# Task:
Give the records below again exactly, and exclude each picture.

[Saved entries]
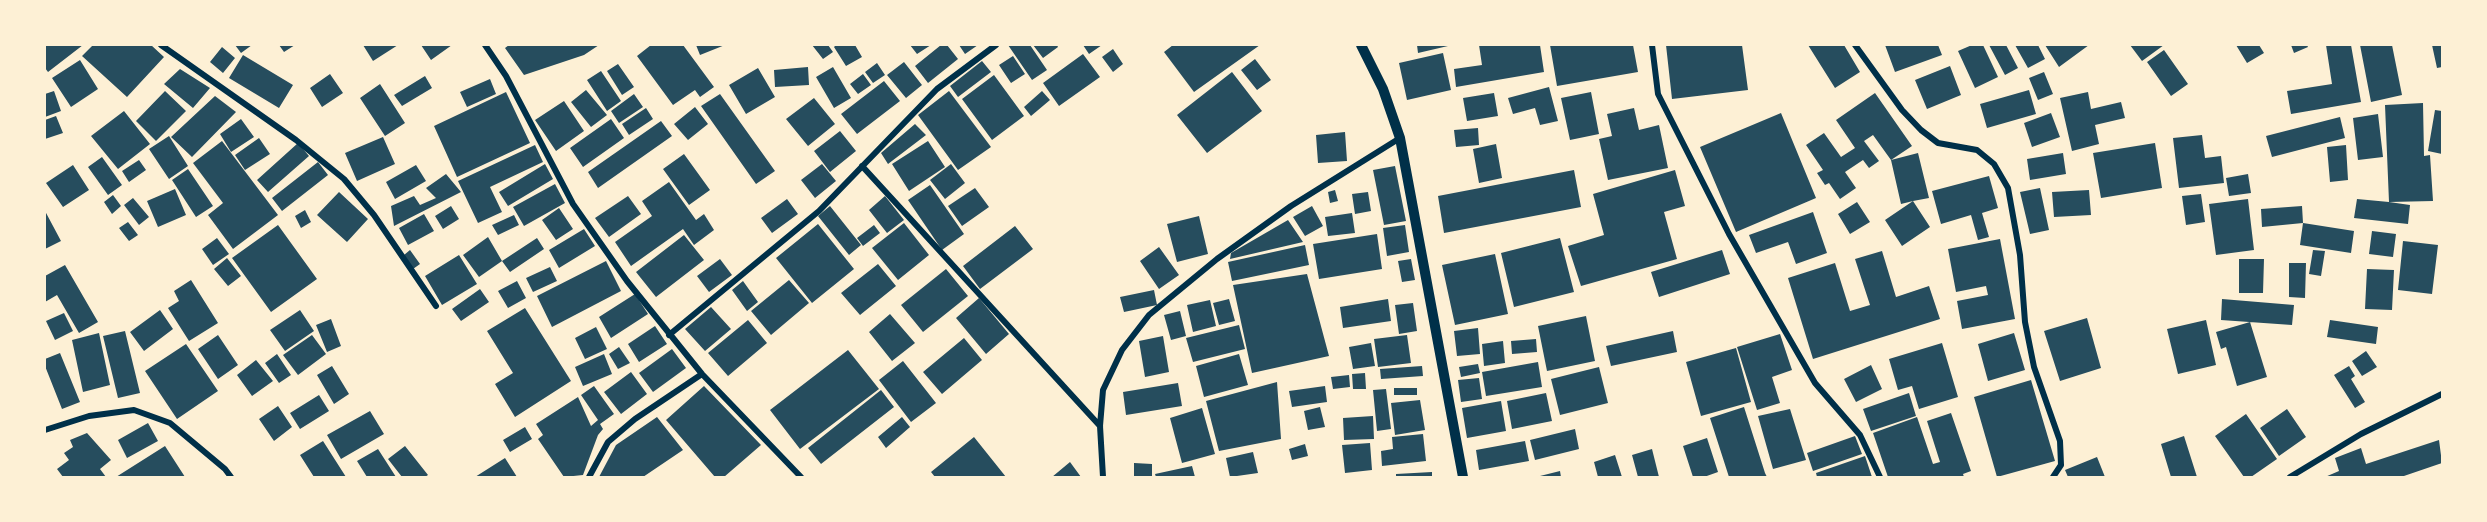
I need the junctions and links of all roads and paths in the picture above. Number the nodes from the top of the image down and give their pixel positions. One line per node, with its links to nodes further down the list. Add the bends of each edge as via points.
1 (161, 45): 9 (street, via 296,140 344,179 374,215)
2 (485, 45): 10 (street, via 506,76 573,204)
3 (996, 45): 8 (street, via 937,89)
4 (1361, 45): 7 (street)
5 (1652, 45): 20 (street, via 1658,94 1723,224 1815,383 1860,435)
6 (1855, 45): 21 (street, via 1921,130 1938,143 1977,150 1994,164 2008,188 2034,367 2060,441 2061,465)
7 (1401, 138): 13 (street, via 1291,206 1217,259 1149,315 1122,350 1103,390); 19 (street)
8 (862, 166): 10 (street, via 819,211); 13 (street)
9 (436, 306)
10 (669, 335): 11 (street)
11 (702, 374): 16 (street, via 608,442); 17 (street)
12 (2442, 394): 22 (street, via 2361,434)
13 (1100, 426): 18 (street)
14 (45, 430): 15 (street, via 89,416 134,410 170,423)
15 (231, 477)
16 (589, 477)
17 (801, 477)
18 (1103, 477)
19 (1463, 477)
20 (1880, 477)
21 (2053, 477)
22 (2290, 477)

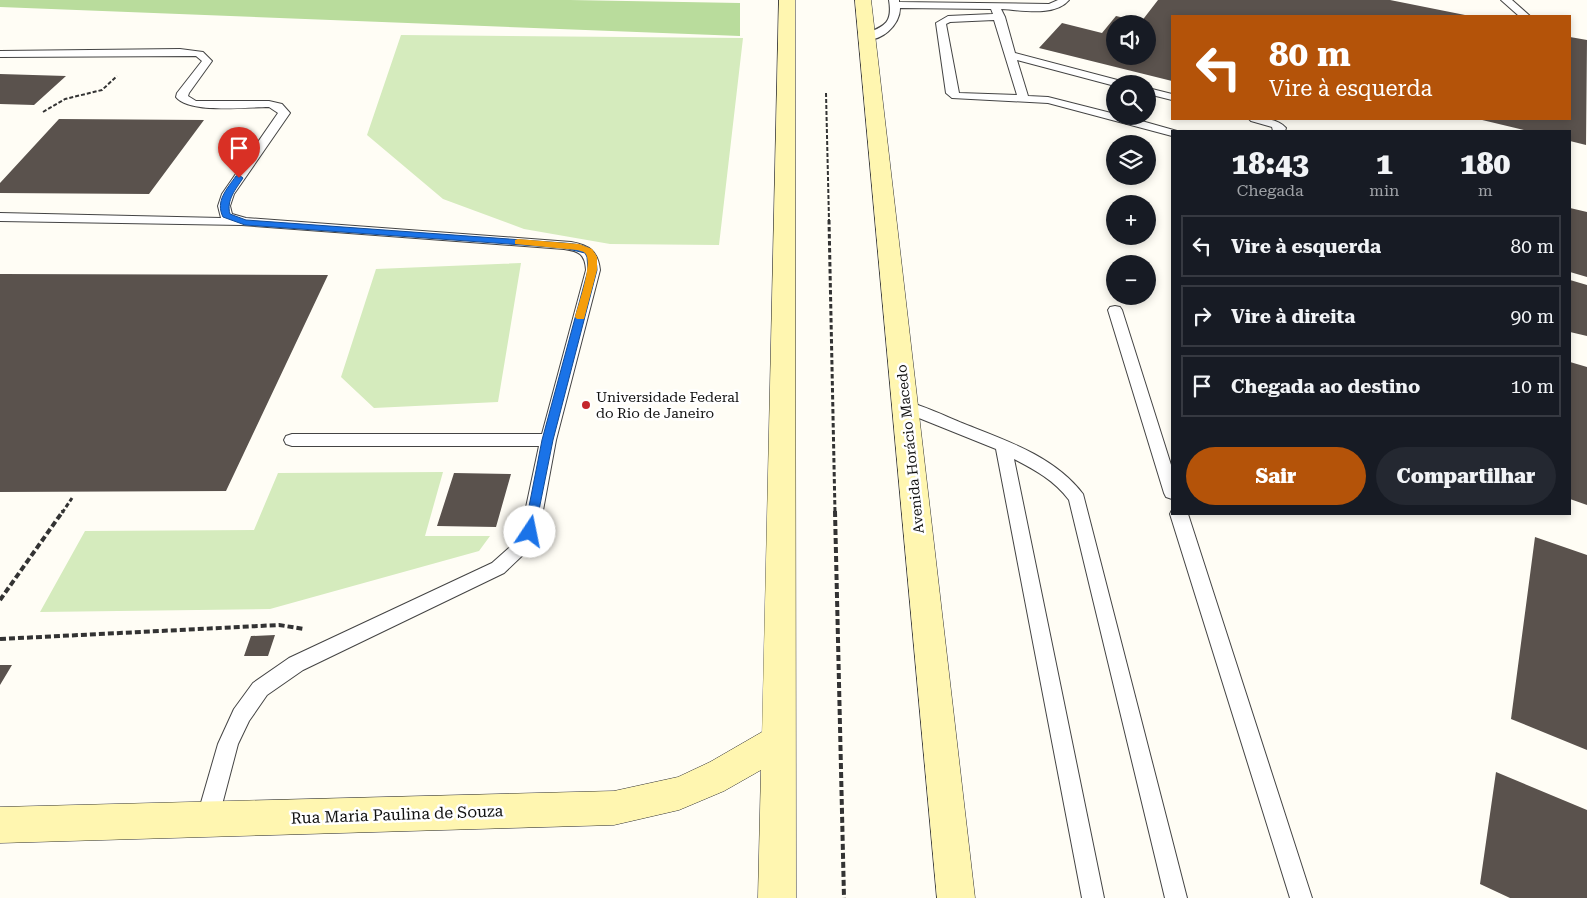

# Solved exercise:
I need the junctions and links of all roads and paths in the picture above. Number the nodes from the top of the image down and give their pixel positions. One line per node, with its links to nodes further down the list. Add the bends of each edge as via points.
1 (161, 45): 9 (street, via 296,140 344,179 374,215)
2 (485, 45): 10 (street, via 506,76 573,204)
3 (996, 45): 8 (street, via 937,89)
4 (1361, 45): 7 (street)
5 (1652, 45): 20 (street, via 1658,94 1723,224 1815,383 1860,435)
6 (1855, 45): 21 (street, via 1921,130 1938,143 1977,150 1994,164 2008,188 2034,367 2060,441 2061,465)
7 (1401, 138): 13 (street, via 1291,206 1217,259 1149,315 1122,350 1103,390); 19 (street)
8 (862, 166): 10 (street, via 819,211); 13 (street)
9 (436, 306)
10 (669, 335): 11 (street)
11 (702, 374): 16 (street, via 608,442); 17 (street)
12 (2442, 394): 22 (street, via 2361,434)
13 (1100, 426): 18 (street)
14 (45, 430): 15 (street, via 89,416 134,410 170,423)
15 (231, 477)
16 (589, 477)
17 (801, 477)
18 (1103, 477)
19 (1463, 477)
20 (1880, 477)
21 (2053, 477)
22 (2290, 477)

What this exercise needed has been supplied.